In case the language you're looking for isn't listed, you can check if the development is in progress on the Crowdin project page. If not, you can always contribute.

Custom Builds

Now it's going to get interesting. The app is built in a way so you can easily create custom builds. Currently, there are these values that can be customized:

// use host or not, if false dialog is shown
const useHost = false;
// host of ollama, must be accessible from the client, without trailing slash, will always be accepted as valid
const fixedHost = "http://example.com:11434";
// use model or not, if false selector is shown
const useModel = false;
// model name as string, must be valid ollama model!
const fixedModel = "gemma";
// recommended models, shown with as star in model selector
const recommendedModels = ["gemma", "llama3"];
// allow opening of settings
const allowSettings = true;
// allow multiple chats
const allowMultipleChats = true;

They can be found at the top of lib/main.dart. useHost and useModel decide whether you want fixedHost and fixedModel to control anything. fixedHost and fixedModel decide about the value that has to be used. That can be practical in case you try to create an app specific to your instance.

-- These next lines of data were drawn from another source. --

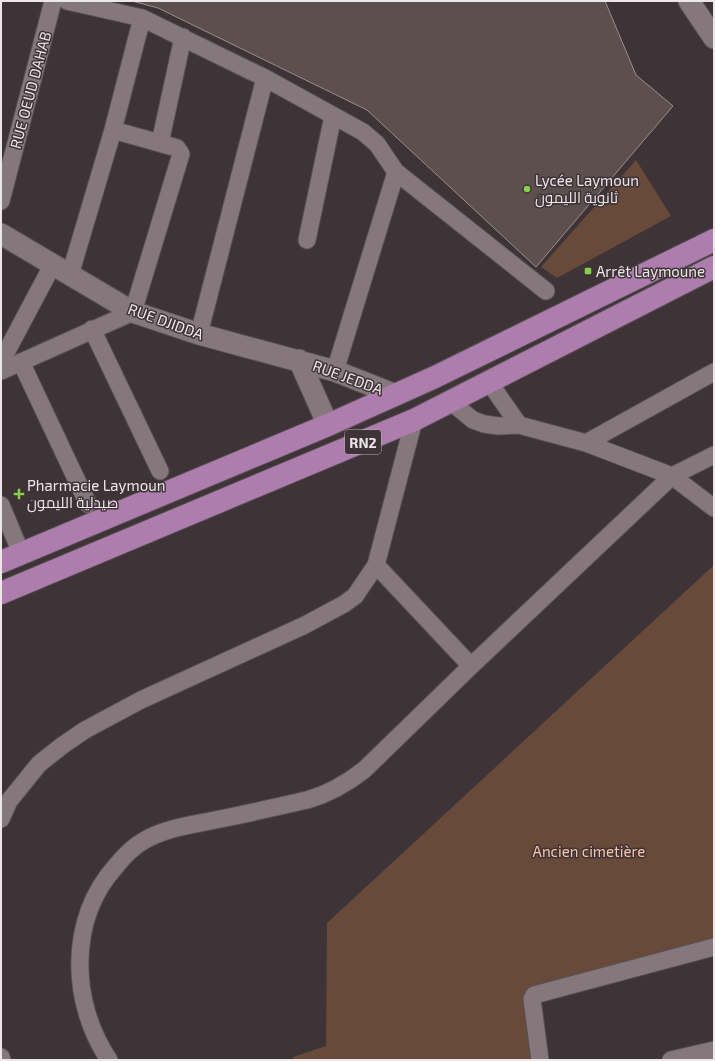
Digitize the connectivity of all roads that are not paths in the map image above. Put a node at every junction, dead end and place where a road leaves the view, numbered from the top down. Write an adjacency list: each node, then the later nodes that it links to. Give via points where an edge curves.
1 (53, 1): 12 (street, RUE OEUD DAHAB)
2 (67, 1): 4 (street)
3 (689, 1): 6 (street)
4 (142, 18): 5 (street); 9 (street)
5 (183, 38): 7 (street); 10 (street)
6 (714, 38)
7 (265, 78): 8 (street); 22 (street)
8 (333, 116): 11 (street, via 363,132 377,144); 14 (street)
9 (113, 130): 10 (street); 18 (street)
10 (160, 143): 20 (street, via 177,148 181,154)
11 (396, 172): 19 (street); 27 (street)
12 (1, 201)
13 (3, 239): 16 (street, RUE DJIDDA)
14 (307, 240)
15 (714, 240): 30 (highway, RN2, via 486,354)
16 (53, 264): 18 (street, RUE DJIDDA); 24 (street)
17 (714, 267): 29 (highway, RN2)
18 (70, 275): 20 (street, RUE DJIDDA)
19 (546, 291)
20 (133, 312): 21 (street); 22 (street, RUE DJIDDA)
21 (92, 329): 25 (street); 37 (street)
22 (199, 334): 23 (street, RUE DJIDDA)
23 (299, 360): 27 (street, RUE JEDDA); 33 (street)
24 (1, 362)
25 (21, 362): 26 (street); 39 (street)
26 (1, 371)
27 (335, 371): 30 (street, RUE JEDDA)
28 (714, 372): 35 (street)
29 (489, 382): 31 (highway, RN2); 34 (street)
30 (396, 394): 33 (highway, RN2)
31 (450, 402): 32 (highway, RN2); 34 (street, via 473,420 484,424)
32 (414, 420): 44 (street); 45 (highway, RN2)
33 (328, 425): 42 (highway, RN2)
34 (519, 425): 35 (street)
35 (586, 443): 38 (street)
36 (714, 455): 38 (street)
37 (160, 470)
38 (672, 476): 41 (street); 46 (street)
39 (88, 504)
40 (1, 505): 42 (street)
41 (714, 508)
42 (21, 553): 43 (highway, RN2)
43 (1, 562)
44 (376, 565): 46 (street); 47 (street, via 355,596 344,604 305,625 141,700 85,730 39,764 9,801)
45 (1, 594)
46 (471, 666): 52 (street, via 364,770 336,790 300,802 170,829 145,840 126,854 107,876 94,900 82,928 79,961 83,996 92,1026)
47 (1, 819)
48 (714, 947): 53 (street, via 534,994 532,999)
49 (714, 1050): 54 (street)
50 (1, 1057): 51 (street)
51 (2, 1060)
52 (110, 1060)
53 (540, 1060)
54 (671, 1060)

recommendedModels is a list of models that will be listed as recommended in the Model Selector. They are more like personal preferences. If empty, no model will be preferred.

allowSettings will disable the settings screen. But it will also disable the welcome dialog at first startup and the ability to rename chats.

allowMultipleChats simply removes the New Chat option in the Side Menu. And will load up the only available chat on app startup.

Actually Building

But how do you create a custom build?

First, follow the Flutter installation guide by selecting Android as the first app type. Then follow these steps till you have your custom key.properties. Place it into the android folder at the root of the project.

Make sure dart is available as a command or added as the default program for .dart. Then execute scripts/build.dart and wait for it to finish processing. Then go to build/.output. There you'll find everything you need, the normal Android app and the experimental Windows build.